Another really strange thing happened to me today. Remember the harassment complaint that I filed at the beginning of the summer? Well, I was so bitter and hurt over the whole situation for the longest time. About what happened to cause me to file the complaint, how the complaint was handled, and the decision that was made. Well, today while I was outside talking to my boss I realized that I wish it had all never happened. I really like him and I truly feel bad about what had happened. The truth of the matter is that while I did have a problem with him, my friend that worked here had an even bigger problem with him. I was played like a game piece by my friend, who no longer works here, to get after my boss. Yes, there were problems that needed addressing, but Jeff used those problems and my sensitivity to his advantage to get me to go after our boss. I let other dictate my feelings on the entire matter. Jeff, LeAnn, and Jake really made the decision to write that letter and send it in, sure I actually pressed the "send" button, but I was convinced by them that it was the best thing to do.

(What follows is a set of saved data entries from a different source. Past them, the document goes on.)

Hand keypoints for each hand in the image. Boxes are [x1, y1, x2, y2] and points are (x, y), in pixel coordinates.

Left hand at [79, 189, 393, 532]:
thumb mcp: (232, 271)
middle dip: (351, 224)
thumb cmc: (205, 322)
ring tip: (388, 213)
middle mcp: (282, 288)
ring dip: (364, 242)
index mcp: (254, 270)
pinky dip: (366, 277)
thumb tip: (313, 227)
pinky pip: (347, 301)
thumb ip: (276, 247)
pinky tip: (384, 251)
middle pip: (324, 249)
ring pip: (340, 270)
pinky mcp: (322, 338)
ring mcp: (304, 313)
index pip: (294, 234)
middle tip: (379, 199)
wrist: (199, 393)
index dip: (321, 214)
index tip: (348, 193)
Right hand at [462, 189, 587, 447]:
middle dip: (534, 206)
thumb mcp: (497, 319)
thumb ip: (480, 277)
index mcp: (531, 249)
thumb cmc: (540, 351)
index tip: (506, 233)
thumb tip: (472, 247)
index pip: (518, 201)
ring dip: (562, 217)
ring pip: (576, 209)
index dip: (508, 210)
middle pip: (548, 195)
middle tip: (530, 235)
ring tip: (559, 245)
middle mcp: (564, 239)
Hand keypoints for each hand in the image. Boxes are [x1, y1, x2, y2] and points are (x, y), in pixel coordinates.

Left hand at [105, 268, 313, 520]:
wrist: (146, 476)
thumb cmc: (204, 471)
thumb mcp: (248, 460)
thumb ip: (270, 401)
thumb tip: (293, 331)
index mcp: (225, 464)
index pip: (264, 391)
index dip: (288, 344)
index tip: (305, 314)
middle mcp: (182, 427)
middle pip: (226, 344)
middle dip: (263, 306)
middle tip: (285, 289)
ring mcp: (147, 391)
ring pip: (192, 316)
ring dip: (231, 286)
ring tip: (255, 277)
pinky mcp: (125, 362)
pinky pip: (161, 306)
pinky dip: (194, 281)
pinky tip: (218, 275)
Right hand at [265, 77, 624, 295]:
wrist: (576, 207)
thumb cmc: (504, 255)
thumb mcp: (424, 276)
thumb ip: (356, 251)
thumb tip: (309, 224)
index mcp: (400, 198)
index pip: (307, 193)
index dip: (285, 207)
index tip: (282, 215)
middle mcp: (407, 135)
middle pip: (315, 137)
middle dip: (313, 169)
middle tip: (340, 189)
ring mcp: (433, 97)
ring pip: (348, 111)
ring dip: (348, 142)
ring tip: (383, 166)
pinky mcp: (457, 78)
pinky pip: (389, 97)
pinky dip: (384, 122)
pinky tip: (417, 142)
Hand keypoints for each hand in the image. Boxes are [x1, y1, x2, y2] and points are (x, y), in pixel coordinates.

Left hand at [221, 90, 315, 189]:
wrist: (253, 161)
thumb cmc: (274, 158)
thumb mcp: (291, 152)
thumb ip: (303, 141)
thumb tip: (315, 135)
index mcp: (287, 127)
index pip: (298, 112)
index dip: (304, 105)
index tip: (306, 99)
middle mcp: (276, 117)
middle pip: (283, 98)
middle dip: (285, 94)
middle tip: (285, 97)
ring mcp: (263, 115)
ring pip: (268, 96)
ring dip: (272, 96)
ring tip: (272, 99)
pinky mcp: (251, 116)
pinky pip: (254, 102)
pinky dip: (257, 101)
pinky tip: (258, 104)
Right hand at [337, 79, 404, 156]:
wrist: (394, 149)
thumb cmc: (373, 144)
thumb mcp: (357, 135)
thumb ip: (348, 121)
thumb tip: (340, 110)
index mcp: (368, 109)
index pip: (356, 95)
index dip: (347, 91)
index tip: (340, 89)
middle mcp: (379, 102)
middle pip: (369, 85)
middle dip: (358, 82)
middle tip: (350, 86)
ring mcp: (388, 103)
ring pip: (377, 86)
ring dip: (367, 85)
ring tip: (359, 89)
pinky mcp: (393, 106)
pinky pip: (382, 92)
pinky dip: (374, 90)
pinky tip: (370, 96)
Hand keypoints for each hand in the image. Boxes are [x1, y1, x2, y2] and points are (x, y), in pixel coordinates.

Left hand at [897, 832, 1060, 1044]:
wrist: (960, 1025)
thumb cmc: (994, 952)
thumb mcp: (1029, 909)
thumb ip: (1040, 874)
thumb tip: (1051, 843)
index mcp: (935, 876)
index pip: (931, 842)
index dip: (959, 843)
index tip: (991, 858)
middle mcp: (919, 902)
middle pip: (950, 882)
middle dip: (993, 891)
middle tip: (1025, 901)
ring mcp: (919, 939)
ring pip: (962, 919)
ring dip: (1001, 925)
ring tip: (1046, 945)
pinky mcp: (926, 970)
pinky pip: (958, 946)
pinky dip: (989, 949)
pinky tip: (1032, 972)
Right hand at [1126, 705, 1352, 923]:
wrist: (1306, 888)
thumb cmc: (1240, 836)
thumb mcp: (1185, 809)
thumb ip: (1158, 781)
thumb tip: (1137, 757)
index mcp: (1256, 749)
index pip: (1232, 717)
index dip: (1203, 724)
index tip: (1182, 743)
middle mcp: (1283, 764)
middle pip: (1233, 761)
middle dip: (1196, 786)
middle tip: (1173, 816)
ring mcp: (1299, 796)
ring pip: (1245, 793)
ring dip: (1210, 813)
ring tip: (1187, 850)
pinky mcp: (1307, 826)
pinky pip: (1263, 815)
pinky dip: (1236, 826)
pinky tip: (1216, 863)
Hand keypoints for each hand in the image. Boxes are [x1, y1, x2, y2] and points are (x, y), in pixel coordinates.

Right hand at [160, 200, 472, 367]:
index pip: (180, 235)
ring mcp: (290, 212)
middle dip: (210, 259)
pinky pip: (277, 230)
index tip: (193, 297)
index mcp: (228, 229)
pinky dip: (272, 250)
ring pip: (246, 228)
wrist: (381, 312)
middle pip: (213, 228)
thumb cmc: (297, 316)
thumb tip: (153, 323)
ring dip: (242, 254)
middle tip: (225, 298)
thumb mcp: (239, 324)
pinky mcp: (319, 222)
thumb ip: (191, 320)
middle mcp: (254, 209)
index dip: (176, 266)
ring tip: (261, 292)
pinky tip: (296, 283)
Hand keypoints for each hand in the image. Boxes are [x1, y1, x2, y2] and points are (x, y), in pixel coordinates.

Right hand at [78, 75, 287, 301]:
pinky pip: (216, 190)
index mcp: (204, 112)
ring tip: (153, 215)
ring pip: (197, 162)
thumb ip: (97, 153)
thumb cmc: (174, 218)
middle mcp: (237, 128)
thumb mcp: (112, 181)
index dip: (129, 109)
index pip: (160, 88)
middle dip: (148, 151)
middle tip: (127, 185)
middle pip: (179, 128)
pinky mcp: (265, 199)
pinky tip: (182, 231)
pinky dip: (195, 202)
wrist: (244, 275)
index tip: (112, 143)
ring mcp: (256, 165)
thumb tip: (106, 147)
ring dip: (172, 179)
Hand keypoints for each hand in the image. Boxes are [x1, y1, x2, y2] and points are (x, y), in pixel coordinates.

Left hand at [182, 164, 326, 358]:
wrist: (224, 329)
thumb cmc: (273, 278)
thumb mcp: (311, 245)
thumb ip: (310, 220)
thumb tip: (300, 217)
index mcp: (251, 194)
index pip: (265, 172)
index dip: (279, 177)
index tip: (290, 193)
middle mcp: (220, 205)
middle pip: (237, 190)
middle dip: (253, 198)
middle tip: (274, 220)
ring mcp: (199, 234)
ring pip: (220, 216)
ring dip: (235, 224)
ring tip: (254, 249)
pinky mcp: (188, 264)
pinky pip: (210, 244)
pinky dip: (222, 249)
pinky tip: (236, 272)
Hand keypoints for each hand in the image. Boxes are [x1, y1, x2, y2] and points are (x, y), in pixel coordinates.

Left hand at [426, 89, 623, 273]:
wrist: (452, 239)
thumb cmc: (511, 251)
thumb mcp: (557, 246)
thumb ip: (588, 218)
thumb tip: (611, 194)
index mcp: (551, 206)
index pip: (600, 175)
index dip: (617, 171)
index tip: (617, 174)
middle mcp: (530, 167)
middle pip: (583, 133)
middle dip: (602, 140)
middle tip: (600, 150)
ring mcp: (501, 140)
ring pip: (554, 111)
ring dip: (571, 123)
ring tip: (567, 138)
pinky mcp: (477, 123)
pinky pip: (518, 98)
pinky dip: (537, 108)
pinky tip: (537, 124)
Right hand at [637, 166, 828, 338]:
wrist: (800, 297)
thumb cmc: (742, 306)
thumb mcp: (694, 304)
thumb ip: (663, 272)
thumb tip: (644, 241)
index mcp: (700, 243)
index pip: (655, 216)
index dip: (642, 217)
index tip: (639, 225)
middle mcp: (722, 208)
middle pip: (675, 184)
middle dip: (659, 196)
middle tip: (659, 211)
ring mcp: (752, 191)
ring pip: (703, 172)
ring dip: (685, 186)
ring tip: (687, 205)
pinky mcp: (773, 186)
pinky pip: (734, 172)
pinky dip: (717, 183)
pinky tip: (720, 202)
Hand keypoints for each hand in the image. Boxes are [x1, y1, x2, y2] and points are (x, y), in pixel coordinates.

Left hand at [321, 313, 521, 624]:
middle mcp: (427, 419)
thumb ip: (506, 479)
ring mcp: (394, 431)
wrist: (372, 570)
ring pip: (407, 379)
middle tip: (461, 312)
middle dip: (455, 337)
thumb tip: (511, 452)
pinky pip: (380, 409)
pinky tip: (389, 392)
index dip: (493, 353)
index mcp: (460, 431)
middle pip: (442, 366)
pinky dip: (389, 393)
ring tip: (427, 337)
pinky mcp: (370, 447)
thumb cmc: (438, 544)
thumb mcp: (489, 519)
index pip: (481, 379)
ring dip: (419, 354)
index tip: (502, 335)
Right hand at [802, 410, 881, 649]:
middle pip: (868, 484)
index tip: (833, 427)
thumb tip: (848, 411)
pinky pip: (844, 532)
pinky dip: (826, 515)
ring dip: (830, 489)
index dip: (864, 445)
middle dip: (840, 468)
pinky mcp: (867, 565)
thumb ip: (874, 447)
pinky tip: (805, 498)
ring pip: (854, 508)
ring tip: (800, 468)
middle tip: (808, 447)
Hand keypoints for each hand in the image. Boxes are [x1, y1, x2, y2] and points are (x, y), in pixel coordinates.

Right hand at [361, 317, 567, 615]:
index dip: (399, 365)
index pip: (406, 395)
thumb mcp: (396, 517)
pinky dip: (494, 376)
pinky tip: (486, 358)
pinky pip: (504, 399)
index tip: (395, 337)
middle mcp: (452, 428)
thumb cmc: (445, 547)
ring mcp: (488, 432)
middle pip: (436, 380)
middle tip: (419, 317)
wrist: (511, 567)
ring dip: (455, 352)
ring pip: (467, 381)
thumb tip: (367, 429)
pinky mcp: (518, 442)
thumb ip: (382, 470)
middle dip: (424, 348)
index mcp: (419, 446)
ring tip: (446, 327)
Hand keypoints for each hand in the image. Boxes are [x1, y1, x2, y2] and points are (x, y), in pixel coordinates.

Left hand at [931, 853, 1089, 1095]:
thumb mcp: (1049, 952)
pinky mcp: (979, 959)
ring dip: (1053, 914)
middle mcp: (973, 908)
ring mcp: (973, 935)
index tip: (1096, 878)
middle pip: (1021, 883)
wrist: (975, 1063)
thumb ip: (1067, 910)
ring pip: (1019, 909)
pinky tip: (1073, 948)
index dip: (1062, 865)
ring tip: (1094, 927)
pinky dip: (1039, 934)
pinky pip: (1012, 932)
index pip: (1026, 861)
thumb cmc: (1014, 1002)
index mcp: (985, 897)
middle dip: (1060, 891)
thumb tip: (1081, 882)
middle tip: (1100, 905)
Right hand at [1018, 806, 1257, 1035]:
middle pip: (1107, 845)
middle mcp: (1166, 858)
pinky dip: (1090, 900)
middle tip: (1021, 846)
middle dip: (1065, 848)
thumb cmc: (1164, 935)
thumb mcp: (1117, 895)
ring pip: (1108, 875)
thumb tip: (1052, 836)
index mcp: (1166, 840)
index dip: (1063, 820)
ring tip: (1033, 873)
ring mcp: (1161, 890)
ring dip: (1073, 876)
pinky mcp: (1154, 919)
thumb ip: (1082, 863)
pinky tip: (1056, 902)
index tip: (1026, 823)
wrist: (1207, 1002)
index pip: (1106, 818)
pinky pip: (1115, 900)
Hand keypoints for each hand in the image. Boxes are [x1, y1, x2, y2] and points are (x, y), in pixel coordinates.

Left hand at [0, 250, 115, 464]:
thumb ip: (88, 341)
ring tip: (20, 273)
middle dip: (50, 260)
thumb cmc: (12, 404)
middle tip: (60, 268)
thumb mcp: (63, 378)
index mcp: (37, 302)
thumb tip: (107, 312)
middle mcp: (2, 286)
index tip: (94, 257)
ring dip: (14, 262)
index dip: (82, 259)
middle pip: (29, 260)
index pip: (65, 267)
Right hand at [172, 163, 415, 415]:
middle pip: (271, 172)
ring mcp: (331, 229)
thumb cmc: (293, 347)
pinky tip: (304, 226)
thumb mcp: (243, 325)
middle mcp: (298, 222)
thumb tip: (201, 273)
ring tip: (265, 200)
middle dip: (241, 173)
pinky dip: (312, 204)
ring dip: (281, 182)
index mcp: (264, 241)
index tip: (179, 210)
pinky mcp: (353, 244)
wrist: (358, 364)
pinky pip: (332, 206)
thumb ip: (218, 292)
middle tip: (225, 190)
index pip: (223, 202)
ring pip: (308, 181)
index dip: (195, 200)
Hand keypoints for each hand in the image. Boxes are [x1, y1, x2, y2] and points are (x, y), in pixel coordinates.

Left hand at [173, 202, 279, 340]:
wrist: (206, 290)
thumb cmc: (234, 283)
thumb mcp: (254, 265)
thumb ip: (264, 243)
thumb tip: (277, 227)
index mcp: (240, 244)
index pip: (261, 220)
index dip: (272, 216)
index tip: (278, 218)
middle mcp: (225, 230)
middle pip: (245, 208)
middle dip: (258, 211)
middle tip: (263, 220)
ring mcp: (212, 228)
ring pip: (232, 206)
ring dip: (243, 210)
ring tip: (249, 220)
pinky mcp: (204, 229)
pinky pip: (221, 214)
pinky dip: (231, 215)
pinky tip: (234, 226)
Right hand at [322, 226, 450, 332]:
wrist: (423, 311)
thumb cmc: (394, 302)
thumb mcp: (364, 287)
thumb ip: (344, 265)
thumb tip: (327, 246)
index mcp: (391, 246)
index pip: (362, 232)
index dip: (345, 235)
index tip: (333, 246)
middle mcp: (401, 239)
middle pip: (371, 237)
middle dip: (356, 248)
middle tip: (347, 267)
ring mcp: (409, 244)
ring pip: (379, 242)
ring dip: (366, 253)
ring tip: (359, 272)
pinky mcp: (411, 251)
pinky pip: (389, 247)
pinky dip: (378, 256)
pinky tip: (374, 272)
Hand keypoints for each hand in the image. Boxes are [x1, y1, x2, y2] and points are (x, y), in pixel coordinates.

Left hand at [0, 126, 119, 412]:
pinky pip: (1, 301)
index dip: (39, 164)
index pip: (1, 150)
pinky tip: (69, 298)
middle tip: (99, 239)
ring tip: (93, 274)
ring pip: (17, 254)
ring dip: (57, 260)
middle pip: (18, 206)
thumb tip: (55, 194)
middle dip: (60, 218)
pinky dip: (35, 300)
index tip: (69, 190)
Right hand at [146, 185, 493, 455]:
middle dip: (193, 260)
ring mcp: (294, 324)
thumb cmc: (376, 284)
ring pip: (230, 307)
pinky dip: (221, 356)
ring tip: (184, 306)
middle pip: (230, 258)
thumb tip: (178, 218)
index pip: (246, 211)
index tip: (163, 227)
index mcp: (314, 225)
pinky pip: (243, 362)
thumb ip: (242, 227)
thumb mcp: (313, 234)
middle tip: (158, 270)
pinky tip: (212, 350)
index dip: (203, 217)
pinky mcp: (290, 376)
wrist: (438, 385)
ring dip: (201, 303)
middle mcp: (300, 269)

How appropriate! I am feeling bummed out because I am having a bad time right now. as I am blogging about it I am listening to music on the Ares on my laptop and what song should come on but Tom Petty's "You Don't Know How it Feels to be Me"?

My parents are taking me out for dinner tonight to celebrate my birthday. They are taking me to Logan's! I can't wait to gorge myself on their wonderful homemade rolls! (And I promise to eat one for you, Carma!) I am going to go check out cuteoverload.com to cheer myself up.